Top of Records to process

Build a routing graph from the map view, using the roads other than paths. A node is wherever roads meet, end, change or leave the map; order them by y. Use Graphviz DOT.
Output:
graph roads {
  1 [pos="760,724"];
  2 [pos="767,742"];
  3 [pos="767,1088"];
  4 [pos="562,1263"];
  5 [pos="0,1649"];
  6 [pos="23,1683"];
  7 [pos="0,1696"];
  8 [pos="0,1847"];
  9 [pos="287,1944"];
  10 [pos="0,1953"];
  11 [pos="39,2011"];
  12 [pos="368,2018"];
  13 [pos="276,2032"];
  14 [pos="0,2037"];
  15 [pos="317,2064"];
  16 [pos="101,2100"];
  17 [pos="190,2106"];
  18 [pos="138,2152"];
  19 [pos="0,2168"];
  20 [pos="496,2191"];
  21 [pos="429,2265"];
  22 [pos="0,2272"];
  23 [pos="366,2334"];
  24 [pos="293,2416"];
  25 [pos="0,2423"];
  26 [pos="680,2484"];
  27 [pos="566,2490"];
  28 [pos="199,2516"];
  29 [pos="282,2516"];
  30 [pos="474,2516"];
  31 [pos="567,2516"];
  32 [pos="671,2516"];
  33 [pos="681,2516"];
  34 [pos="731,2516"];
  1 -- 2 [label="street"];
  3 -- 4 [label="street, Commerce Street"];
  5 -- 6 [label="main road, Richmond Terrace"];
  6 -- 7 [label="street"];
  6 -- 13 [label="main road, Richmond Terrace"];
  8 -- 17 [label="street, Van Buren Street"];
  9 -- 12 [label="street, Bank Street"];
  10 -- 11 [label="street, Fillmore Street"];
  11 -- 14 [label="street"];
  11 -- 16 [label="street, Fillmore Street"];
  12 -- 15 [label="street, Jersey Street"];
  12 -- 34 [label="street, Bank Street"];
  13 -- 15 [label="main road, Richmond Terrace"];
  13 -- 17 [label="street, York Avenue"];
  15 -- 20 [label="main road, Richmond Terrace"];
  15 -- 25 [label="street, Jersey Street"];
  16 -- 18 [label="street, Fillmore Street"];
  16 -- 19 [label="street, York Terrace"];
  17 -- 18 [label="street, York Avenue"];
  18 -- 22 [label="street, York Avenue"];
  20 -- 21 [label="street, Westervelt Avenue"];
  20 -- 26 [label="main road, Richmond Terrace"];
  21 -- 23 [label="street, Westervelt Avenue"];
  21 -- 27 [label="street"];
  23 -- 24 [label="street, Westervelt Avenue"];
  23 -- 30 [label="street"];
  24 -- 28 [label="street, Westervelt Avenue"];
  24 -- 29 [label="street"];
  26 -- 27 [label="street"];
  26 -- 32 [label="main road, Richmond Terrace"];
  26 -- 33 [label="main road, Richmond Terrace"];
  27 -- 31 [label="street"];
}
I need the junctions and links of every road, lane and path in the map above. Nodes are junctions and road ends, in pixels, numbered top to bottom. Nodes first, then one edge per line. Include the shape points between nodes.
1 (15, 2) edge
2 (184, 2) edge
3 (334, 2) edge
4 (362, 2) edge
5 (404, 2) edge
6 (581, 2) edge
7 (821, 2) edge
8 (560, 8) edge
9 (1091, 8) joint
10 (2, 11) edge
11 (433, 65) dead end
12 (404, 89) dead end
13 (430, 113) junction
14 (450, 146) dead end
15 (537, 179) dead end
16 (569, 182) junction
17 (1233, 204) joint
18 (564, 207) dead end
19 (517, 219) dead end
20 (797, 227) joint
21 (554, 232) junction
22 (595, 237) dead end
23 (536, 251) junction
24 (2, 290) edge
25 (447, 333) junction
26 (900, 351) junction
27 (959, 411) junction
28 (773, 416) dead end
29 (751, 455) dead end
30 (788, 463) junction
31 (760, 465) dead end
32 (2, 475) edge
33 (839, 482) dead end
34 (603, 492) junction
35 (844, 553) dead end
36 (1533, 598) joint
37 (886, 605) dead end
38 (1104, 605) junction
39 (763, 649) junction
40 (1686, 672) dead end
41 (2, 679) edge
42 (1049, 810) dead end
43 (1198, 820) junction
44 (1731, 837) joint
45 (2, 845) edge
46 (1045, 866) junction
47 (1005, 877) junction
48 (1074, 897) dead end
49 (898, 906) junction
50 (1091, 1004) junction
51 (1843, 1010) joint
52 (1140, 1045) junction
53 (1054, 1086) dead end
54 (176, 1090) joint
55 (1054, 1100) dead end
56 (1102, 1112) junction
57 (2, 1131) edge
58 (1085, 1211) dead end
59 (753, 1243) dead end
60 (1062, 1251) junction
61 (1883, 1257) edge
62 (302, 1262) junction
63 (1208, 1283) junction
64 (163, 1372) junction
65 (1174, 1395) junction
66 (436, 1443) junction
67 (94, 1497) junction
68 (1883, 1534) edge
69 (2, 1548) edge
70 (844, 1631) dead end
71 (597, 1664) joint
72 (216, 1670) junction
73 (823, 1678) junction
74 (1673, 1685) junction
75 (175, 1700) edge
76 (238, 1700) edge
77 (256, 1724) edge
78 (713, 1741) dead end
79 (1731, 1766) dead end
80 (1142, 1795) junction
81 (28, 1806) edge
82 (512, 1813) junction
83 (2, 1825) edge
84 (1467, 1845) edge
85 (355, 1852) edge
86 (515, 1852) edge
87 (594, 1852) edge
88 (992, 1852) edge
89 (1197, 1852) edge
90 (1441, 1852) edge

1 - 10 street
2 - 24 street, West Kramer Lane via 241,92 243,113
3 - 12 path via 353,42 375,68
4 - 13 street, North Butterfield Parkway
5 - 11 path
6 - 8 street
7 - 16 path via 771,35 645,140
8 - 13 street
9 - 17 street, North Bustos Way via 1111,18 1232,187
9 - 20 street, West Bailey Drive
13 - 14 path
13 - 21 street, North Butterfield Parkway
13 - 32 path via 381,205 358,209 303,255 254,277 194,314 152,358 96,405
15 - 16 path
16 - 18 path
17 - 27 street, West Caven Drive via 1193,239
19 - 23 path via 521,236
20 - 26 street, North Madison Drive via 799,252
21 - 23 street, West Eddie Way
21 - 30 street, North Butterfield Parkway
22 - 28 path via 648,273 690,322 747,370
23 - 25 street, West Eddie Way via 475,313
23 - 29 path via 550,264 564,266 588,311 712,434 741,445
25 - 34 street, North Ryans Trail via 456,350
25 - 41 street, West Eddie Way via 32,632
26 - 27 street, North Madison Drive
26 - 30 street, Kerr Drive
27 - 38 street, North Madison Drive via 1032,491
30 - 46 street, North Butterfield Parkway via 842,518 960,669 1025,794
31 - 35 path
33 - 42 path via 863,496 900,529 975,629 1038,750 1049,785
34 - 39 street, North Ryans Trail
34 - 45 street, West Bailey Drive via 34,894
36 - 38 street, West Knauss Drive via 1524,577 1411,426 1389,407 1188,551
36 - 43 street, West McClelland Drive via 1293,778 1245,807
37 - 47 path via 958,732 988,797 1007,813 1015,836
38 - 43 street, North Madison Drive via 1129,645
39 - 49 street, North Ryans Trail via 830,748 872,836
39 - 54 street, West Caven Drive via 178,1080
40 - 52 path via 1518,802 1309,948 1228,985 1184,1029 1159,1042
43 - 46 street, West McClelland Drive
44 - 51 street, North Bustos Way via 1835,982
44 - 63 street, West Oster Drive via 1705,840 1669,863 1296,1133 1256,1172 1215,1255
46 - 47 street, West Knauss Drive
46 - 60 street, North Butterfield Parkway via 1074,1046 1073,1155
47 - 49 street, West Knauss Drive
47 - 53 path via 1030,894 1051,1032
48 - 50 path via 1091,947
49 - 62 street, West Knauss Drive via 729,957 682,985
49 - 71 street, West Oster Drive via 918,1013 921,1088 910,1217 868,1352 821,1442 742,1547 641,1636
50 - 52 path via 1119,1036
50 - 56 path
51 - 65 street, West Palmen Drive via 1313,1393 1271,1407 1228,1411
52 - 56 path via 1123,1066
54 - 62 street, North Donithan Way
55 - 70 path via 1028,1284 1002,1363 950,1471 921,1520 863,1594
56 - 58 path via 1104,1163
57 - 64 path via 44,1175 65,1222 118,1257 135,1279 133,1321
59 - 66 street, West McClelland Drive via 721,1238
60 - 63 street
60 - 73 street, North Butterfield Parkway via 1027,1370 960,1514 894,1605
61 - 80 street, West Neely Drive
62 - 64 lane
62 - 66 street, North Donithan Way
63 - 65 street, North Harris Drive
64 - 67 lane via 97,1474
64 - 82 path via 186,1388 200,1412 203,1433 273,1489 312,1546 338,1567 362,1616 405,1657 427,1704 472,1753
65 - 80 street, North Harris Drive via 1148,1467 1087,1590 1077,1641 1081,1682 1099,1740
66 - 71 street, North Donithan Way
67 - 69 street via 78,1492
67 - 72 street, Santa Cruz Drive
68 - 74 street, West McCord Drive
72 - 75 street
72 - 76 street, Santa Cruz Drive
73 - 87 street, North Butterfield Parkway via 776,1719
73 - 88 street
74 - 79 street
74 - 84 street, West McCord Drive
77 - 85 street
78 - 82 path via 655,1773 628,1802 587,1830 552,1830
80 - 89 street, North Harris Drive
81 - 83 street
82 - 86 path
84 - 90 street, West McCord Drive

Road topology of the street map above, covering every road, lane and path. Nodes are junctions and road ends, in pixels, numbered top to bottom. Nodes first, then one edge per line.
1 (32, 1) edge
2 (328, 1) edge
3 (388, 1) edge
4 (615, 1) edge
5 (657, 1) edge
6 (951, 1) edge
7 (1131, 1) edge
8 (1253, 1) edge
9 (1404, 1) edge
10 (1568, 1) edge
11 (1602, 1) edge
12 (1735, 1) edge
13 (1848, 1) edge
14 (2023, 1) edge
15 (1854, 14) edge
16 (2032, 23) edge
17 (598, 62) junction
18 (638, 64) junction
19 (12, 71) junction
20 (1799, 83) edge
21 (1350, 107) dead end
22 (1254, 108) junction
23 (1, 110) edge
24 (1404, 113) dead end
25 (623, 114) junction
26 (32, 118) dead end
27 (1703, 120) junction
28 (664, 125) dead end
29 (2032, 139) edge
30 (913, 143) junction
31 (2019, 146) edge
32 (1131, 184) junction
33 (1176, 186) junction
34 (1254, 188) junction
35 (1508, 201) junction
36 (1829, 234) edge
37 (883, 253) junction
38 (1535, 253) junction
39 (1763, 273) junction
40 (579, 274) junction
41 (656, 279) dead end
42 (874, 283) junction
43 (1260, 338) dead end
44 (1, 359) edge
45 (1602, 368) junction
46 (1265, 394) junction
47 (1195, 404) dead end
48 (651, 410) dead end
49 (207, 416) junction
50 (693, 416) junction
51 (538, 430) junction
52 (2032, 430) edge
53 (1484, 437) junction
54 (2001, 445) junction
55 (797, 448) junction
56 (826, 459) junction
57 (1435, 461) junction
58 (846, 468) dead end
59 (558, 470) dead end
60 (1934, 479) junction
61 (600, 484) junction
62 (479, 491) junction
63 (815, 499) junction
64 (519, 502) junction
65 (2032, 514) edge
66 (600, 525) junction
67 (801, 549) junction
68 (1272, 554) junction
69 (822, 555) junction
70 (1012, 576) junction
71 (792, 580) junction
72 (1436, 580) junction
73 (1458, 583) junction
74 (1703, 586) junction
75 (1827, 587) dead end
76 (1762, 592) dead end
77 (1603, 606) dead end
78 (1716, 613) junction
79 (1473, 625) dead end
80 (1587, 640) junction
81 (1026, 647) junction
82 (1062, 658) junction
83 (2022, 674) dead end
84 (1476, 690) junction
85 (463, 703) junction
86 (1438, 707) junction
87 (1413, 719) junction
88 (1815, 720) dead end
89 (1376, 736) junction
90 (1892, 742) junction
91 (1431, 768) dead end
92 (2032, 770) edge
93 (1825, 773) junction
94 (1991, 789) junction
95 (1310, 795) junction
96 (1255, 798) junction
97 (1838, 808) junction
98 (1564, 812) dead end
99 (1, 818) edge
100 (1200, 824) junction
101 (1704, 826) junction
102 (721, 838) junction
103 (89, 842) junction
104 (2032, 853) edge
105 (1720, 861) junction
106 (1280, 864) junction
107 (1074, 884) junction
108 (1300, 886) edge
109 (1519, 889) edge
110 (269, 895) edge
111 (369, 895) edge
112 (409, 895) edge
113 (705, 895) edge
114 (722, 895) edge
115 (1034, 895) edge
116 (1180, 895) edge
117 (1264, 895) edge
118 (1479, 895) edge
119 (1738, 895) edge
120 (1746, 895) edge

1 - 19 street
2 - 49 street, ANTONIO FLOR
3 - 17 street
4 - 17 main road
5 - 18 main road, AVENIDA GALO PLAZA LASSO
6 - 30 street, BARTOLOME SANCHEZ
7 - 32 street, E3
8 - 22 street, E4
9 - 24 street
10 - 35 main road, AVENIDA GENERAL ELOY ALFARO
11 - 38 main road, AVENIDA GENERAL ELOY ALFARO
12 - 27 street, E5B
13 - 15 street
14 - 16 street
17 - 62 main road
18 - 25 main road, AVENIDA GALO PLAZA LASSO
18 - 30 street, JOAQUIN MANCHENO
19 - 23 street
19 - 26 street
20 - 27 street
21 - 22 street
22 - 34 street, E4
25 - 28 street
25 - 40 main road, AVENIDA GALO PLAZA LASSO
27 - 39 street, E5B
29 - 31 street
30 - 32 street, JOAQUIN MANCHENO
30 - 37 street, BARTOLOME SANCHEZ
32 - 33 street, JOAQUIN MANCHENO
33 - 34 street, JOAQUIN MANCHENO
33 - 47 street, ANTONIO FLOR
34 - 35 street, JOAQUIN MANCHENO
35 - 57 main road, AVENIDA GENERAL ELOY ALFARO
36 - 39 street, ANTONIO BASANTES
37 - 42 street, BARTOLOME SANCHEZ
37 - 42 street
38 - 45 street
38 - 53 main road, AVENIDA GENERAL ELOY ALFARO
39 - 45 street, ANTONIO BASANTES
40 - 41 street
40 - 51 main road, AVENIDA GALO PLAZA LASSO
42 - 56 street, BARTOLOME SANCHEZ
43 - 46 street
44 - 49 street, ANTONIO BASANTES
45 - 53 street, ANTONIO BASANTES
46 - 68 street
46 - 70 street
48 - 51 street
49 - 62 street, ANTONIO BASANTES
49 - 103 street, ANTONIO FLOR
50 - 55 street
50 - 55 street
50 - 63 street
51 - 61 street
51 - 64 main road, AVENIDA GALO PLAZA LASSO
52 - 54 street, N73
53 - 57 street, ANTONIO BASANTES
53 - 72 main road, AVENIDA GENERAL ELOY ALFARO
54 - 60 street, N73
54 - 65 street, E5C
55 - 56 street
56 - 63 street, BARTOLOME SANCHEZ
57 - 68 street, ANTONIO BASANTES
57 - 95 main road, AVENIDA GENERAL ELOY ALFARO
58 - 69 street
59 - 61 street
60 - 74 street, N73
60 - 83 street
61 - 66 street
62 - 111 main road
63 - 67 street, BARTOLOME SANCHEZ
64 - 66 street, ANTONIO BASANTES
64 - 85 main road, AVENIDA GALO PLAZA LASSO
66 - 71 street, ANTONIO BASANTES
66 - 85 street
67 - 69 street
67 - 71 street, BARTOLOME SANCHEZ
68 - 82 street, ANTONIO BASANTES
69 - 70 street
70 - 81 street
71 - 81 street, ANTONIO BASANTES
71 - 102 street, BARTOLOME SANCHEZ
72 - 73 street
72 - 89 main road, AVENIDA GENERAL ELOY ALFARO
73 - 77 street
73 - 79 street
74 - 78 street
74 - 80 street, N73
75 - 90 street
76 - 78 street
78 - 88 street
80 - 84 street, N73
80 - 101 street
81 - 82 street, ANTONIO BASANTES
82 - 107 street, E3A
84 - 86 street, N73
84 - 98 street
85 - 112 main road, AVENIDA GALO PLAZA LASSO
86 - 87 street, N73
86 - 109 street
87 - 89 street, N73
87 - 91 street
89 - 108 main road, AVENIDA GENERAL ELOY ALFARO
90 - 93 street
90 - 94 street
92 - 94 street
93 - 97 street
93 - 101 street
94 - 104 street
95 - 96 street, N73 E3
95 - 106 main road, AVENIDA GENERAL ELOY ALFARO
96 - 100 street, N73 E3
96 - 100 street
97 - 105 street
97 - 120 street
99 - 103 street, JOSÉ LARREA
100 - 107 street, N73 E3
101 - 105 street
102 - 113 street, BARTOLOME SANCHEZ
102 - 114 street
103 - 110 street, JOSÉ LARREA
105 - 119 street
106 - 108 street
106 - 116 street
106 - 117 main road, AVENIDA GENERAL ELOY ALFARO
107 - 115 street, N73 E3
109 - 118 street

Bottom of Records to process

Take every line above carrying "JOSÉ" and return it.

99 - 103 street, JOSÉ LARREA
103 - 110 street, JOSÉ LARREA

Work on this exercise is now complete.